Hong Kong government wrong to cut elderly welfare

  • The qualifying age for the old-age benefit is being raised to 65, meaning those aged between 60 and 64 will receive close to a third less in financial support
  • This is a bad welfare policy and should be reversed
Carrie Lam

Our government doesn’t want to be popular. It’s being rounded on from all sides for effectively cutting an old-age benefit that it can well afford, a reduction that will make little difference to its overall welfare spending.

To be fair, it’s raising regular payments for a whole range of social welfare – including allowances for old age, disability, transport and rent – as well as the minimum wage. But it won’t be earning any praise.

Instead, it’s being condemned for a new plan, under which those aged between 60 and 64 will receive close to a third less in financial support as the government raises the qualifying age to 65.

Low-income Hongkongers lose out as elderly welfare threshold raised to 65

As a result, new recipients will receive HK$2,455 per month, instead of HK$3,485. The benefit will remain unchanged for current recipients.

The move is bad for public relations and it is bad welfare policy. The news media is full of images of hunchbacked elderly collecting cardboard and garbage to make ends meet. Even the government’s own statistics show that the city’s poverty situation, as defined by the poverty line, is skewed by the elderly poor.

There are only about 25,000 recipients who fall within the 60-64 age category, a service that costs about HK$1 billion a year. The total social welfare spending in this year’s budget? HK$92.2 billion, the government’s second largest expenditure item, after only education (HK$113.7 billion)!

Remarkably, Chief Executive Carrie Lam Cheng Yuet-ngor said the reduction is “nothing inhumane”, as the cut is made because people are living and working longer, and retiring later. Doesn’t this just mean people can’t afford to retire?

As if completely tone-deaf, she said: “I am over 60 years old but I still work for over 10 hours every day.”

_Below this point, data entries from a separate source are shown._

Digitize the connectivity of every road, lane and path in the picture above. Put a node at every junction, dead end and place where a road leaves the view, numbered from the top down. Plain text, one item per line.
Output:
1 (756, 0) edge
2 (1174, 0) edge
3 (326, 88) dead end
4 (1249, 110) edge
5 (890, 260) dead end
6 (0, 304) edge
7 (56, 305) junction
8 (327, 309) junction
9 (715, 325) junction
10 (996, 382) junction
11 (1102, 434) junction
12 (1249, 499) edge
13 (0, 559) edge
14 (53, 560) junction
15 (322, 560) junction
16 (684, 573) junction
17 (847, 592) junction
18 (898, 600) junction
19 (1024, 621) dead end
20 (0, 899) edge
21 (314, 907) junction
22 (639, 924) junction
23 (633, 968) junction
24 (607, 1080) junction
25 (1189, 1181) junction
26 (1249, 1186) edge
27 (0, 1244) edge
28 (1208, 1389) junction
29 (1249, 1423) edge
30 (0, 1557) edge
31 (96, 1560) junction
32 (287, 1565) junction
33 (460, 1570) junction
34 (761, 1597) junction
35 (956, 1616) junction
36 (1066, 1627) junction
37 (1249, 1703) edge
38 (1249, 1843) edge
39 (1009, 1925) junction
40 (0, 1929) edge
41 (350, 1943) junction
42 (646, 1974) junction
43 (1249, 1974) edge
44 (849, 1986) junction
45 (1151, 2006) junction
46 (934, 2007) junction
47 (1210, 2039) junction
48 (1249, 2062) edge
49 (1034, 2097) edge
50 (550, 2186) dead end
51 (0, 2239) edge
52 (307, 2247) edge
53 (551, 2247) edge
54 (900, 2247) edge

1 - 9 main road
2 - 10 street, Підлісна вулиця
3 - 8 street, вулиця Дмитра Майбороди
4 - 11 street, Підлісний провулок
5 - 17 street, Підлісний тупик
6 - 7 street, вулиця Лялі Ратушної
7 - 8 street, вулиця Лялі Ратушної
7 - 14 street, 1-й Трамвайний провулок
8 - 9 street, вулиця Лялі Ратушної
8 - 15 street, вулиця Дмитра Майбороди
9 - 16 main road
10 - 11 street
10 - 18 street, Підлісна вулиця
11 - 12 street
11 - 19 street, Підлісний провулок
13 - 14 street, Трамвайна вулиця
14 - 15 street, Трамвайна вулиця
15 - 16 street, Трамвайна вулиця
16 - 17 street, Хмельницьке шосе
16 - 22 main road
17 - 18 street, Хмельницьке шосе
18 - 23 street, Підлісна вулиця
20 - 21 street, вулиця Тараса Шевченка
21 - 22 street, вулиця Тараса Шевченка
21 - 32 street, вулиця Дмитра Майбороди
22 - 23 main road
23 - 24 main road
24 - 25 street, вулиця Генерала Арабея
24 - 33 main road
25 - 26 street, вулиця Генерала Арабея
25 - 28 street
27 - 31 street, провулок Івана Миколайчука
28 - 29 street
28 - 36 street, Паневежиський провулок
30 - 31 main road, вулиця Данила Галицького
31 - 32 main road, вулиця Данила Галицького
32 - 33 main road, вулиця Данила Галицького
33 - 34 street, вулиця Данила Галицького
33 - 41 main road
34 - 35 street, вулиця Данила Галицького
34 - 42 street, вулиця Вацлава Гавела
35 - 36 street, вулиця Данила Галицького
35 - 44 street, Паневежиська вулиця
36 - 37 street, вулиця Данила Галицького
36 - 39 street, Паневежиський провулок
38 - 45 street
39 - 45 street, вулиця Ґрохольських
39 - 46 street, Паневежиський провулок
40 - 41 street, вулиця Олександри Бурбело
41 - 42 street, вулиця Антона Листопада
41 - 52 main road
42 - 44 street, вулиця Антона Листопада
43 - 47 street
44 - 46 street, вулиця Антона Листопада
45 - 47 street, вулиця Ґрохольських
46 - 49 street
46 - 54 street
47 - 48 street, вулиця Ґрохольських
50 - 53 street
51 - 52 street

You can’t say Lam doesn’t understand welfare policy; rather, she understands it all too well. As the government’s welfare director, she helped tighten welfare payments during the early 2000s as part of an austerity drive imposed by former chief executive Tung Chee-hwa.

But we are now the opposite of austerity. The public coffers are overflowing. Thanks to its bumper HK$138 billion surplus, the government is handing out HK$4,000 to 2.8 million people. The total cost of the handout is enough to fund those currently in the 60-64 age range for 11 years.

For everyone’s sake, the government should reinstate the previous age limit.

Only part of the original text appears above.